Après tant d’attente, c’est le jour du départ du camp du Barcarès pour Eulalio et ceux de la Compagnie du Travail. De bon matin, chacun rassemble ses affaires. C’est difficile de tout prendre pour l’auteur avec tous ses papiers. Par groupes bien ordonnés, ils prennent le car pour une destination inconnue. En route, ils voient le Barcarès, village de pêcheurs, la campagne remplie de vendangeurs au travail, des militaires à l’entraînement, des motards militaires à tous les croisements.

Après Saint-Cyprien, un village pauvre, c’est la déception pour tous car c’est un nouveau camp de concentration qui les attend. Eux qui rêvaient d’espace, c’est au camp de Saint-Cyprien qu’ils doivent s’installer.
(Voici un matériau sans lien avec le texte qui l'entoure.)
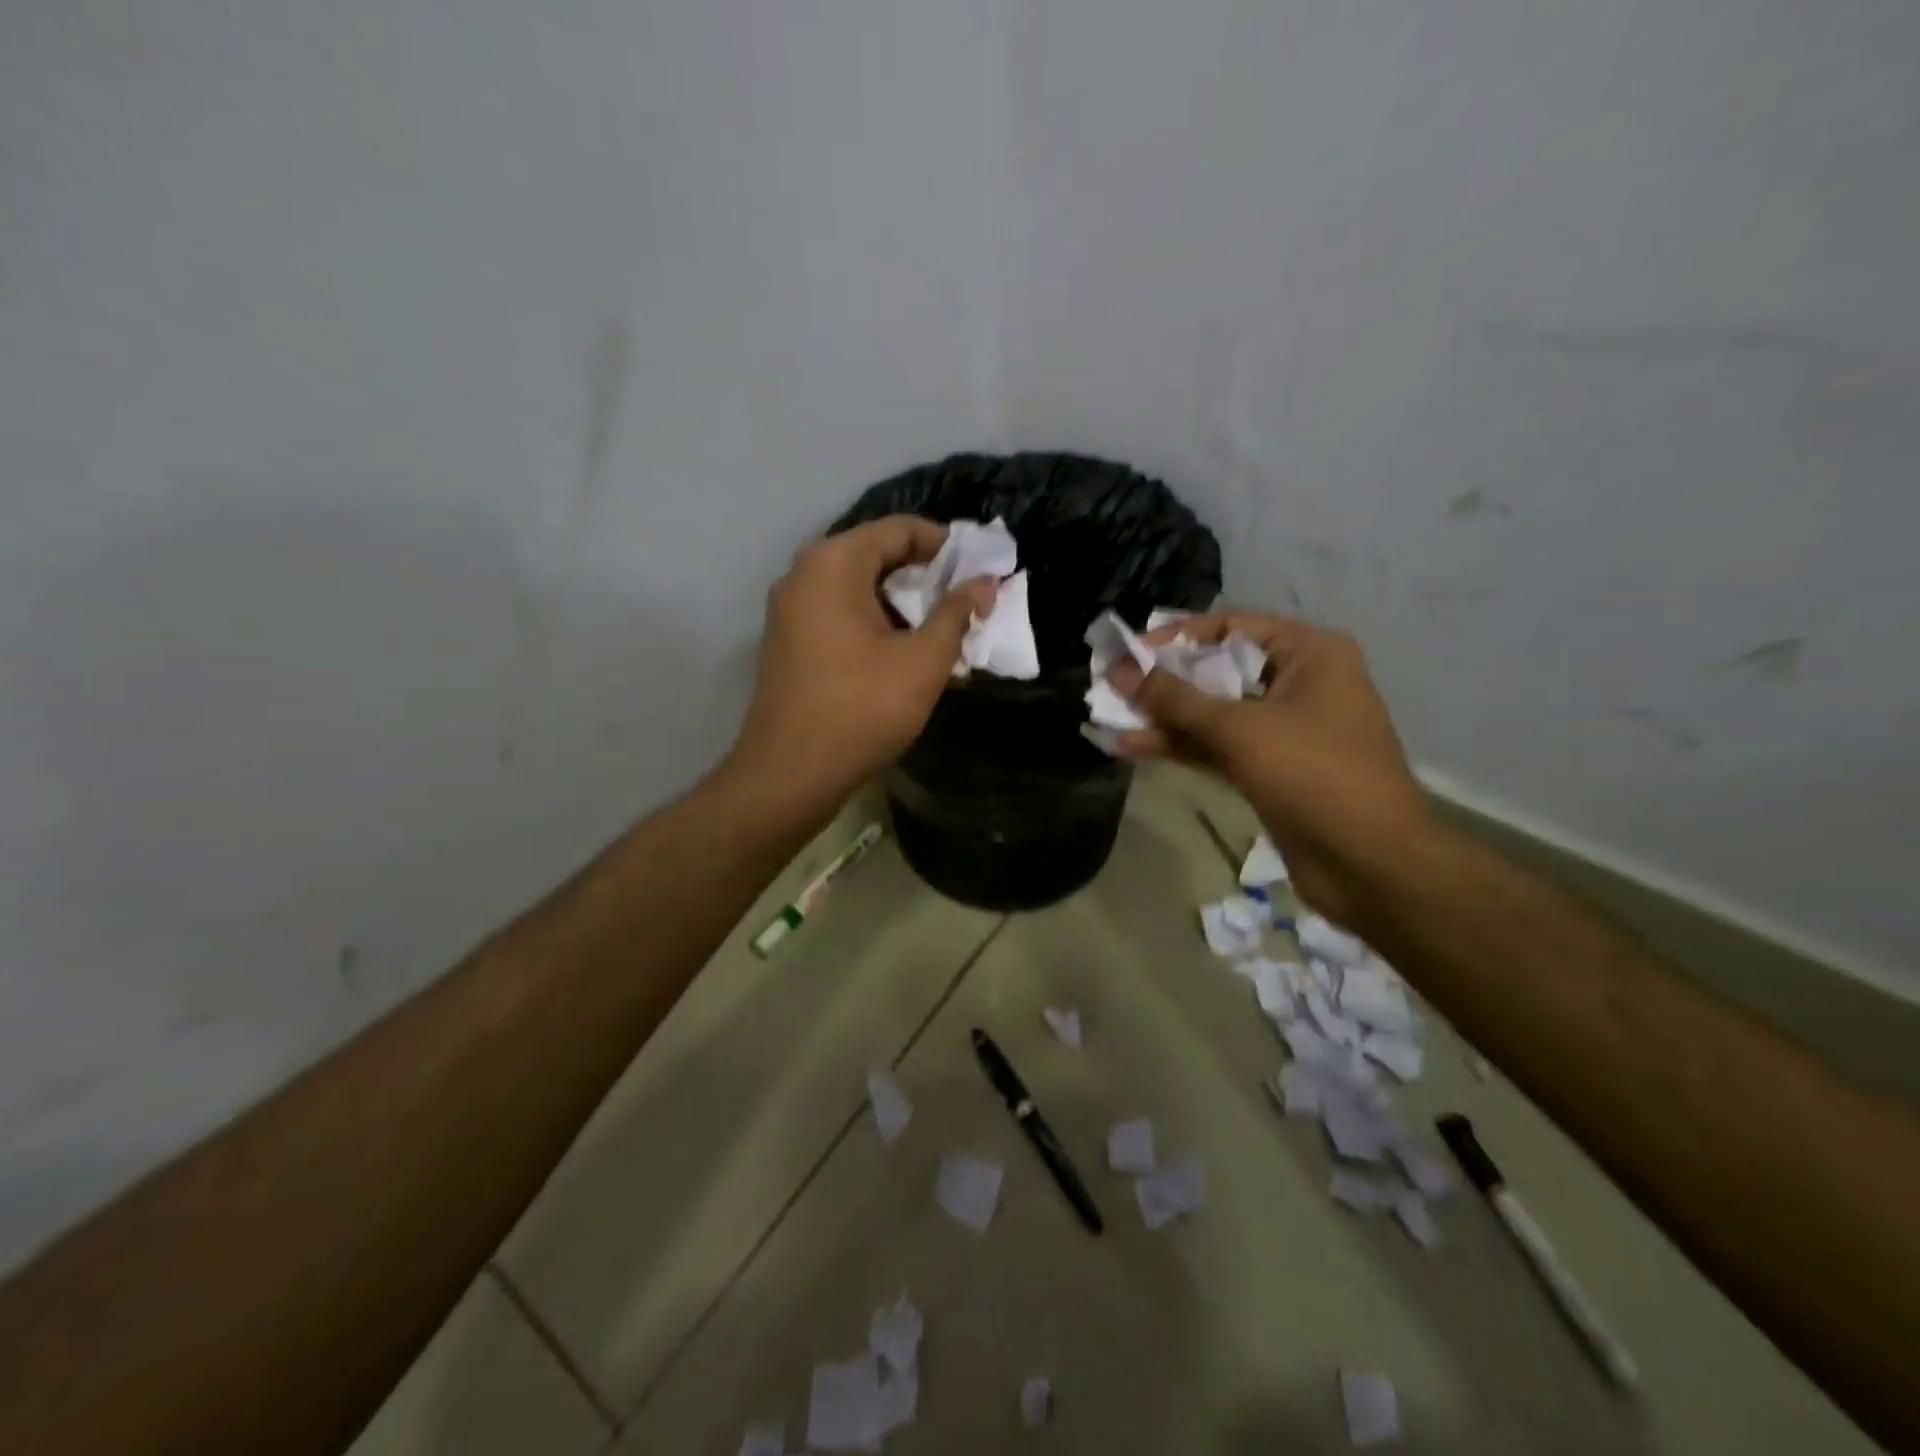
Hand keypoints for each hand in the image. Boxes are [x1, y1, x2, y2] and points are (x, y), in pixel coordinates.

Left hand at [729, 515, 995, 811]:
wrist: (790, 774)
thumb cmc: (862, 709)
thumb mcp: (922, 661)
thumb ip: (957, 614)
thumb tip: (985, 583)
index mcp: (833, 563)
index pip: (899, 530)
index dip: (946, 545)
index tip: (980, 568)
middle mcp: (804, 574)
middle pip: (876, 556)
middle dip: (926, 577)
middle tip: (966, 602)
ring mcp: (790, 609)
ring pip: (859, 588)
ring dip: (903, 605)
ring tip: (942, 631)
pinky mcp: (788, 641)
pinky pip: (840, 614)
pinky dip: (876, 624)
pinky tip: (905, 653)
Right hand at [1106, 614, 1429, 924]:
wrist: (1370, 864)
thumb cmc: (1315, 775)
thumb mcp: (1240, 729)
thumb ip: (1175, 699)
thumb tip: (1120, 670)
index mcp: (1309, 653)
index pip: (1231, 628)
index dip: (1177, 638)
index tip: (1130, 654)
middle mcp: (1298, 683)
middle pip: (1217, 671)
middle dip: (1164, 682)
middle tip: (1111, 687)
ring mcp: (1283, 730)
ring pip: (1213, 714)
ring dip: (1164, 719)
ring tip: (1109, 720)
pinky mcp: (1269, 769)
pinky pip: (1217, 747)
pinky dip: (1180, 747)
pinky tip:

Ils s’installent dans de nouvelles baraques, la 5E pour le groupe d’Eulalio, baraque qui sent la sueur humaine. Nouvelle litière, nouveaux visages. Plutôt des visages connus mais que le destin avait séparé. Retrouvailles, discussions.
Certains ne veulent rien savoir de ce qui se passe pour éviter de se faire des idées. Ils préfèrent le bouche à oreille. Un autre ne comprend pas qu’à son âge, Eulalio puisse écrire ce journal dans lequel il raconte ce qu’il fait. Il n’est pas assez vieux pour raconter sa vie.

Fin de journée classique pour Eulalio qui écrit à Silvia.